Indonesia Expat

Deddy the Daddy of Brazilian Jiu Jitsu

We live in healthy times. For me, growing up in suburban Surrey in the 1980s, exercise was limited to a swift stroll down to the local pub followed by some elbow bending at the bar then a headlong dash to the local curry house.

Such a sedate existence has no place these days, as a more energetic generation rushes to keep themselves as fit and healthy as their lifestyles allow. Once jogging was a phase; now it is a lifestyle of choice for many and gym membership has replaced the favoured stool at the bar.

All this interest in keeping fit has seen opportunities for the savvy to carve out their own niche, and one of these is Brazilian Jiu Jitsu (BJJ). Yes, the country that has given us Pele, the samba and beaches for Barry Manilow to croon about also has its own martial art and it is a sport that is gaining in popularity in Jakarta.

The daddy of them all, at least as far as Indonesia is concerned, is Deddy Wigraha.

“I got involved in BJJ by watching UFC (Ultimate Fighting Championship) in 1995 when Brazilian Royce Gracie won all of his matches using groundfighting (a BJJ technique) and forced all his opponents into submission,” said Wigraha. “I started my BJJ training at the Rickson Gracie academy in Los Angeles in 1996 and got a blue belt from Gracie. Then I moved to San Francisco to train with Charles Gracie and got my purple belt from him.”

Wigraha certainly chose a good role model. Rickson Gracie won 11 straight bouts by submission against bigger opponents who were skilled in boxing, shoot-fighting, muay thai, karate, wrestling and tae kwon do.

In boxing, commentators make much of the respective fighters reach and weight on the assumption taller boxers can take advantage of their reach while keeping their opponent at arm’s length. Brazilian Jiu Jitsu seeks to level the playing field with the smaller fighter attempting to grapple his larger opponent to the ground. This goes some way towards levelling the playing field and allows the smaller fighter to use his perceived greater mobility to try and gain the all-important submission.

Returning to Indonesia in 1998, Wigraha looked to his passion for an income. He founded a Jui Jitsu centre and also taught judo before being asked to coach people interested in the Brazilian martial art.

In 2002, Wigraha trained Aji Susilo to compete at Pride’s B.E.S.T Vol.3 in Japan, a competition that Aji won, making him the first Indonesian to win an international mixed martial arts event – an achievement that only added to Wigraha’s, and the sport’s growing lustre.

In 2013 Wigraha became the first Indonesian to earn a black belt, and while that may be a source of great pride, he is also delighted with the increase in popularity of the sport in recent years – although he bemoans the fact there aren’t enough trainers to go round!

For now he estimates some 400 to 500 people are involved on a regular basis, with an even split across expats and Indonesians. The men tend to be executives or students while a number of women are also to be found getting into the ring.

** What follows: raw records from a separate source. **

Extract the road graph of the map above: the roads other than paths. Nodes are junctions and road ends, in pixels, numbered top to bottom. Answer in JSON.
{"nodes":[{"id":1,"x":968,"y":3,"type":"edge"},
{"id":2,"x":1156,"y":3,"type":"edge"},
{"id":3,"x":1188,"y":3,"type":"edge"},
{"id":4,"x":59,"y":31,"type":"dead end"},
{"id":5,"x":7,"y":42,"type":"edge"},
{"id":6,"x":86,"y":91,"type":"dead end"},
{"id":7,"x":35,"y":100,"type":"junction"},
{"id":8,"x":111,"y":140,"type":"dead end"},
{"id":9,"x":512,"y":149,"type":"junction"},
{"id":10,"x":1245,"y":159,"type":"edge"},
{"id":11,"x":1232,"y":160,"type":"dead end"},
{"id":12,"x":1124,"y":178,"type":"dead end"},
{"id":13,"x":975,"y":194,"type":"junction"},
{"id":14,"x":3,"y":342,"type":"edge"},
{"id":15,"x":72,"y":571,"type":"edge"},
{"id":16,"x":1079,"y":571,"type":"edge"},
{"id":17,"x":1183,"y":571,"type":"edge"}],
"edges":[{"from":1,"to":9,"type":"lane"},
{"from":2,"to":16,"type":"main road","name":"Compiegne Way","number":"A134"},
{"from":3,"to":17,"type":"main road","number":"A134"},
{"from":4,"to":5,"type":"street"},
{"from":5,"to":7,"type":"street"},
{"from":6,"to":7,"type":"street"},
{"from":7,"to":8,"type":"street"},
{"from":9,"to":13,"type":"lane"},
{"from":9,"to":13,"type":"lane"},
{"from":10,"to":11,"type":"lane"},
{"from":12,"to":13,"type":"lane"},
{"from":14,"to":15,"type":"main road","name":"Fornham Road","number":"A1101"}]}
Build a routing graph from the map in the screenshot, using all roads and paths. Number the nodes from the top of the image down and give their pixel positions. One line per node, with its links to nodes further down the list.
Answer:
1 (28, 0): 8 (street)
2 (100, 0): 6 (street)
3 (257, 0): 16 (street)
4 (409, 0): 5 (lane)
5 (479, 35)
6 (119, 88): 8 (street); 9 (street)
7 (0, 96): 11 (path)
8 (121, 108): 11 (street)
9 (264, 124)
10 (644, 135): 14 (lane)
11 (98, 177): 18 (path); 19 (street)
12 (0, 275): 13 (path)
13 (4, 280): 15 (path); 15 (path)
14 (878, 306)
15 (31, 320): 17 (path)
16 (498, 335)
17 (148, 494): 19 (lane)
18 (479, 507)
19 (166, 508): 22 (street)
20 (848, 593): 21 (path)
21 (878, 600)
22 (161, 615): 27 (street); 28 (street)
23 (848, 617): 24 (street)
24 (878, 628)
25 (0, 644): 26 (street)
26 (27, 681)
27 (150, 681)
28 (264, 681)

Basically anyone with an interest can get involved.

Wigraha modestly puts down the increased popularity to the influence of Gracie but I think he is overlooking his own efforts. People are rightly proud when one of their own makes a success of him/herself internationally and there is no doubt his black belt, as well as his regular TV appearances, have made some impression on the local population.

Wigraha also points to the fact Brazilian Jiu Jitsu is known as the most effective martial art in the world.

“Women are starting to know that ground fighting is good for them for rape prevention and parents start to put their kids through training for bully prevention in school,” Wigraha says, although quite what a classroom teacher would make of little Johnny grappling Gripper Jenkins, the class tough, to the ground is not clear.

So, is Brazilian Jiu Jitsu for you? Wigraha and his team of experienced trainers welcome all level of fighters and offer a variety of classes ideal for novices to the more experienced.

The best class for beginners would be Fundamentals, where newbies can learn a solid foundation of Brazilian Jiu Jitsu, including basic theory, self-defense, techniques and principles.

For those with 30 or 40 Fundamental lessons under their belt the next stage would be Intermediate, which takes a more in-depth look at the principles and techniques that define the efficient and exciting style Alliance, the most prominent Brazilian Jiu Jitsu association, is known for.

There are other, more specialised courses available, and of course the really dedicated can opt for being thrown around the mat to their heart’s content in a one-on-one with their own private instructor.

There are even classes for kids where the focus according to Wigraha is “a hard work ethic, a positive attitude, and a love for the Jiu Jitsu lifestyle”.

And who knows, given the shortage of trainers, what the dedicated can achieve?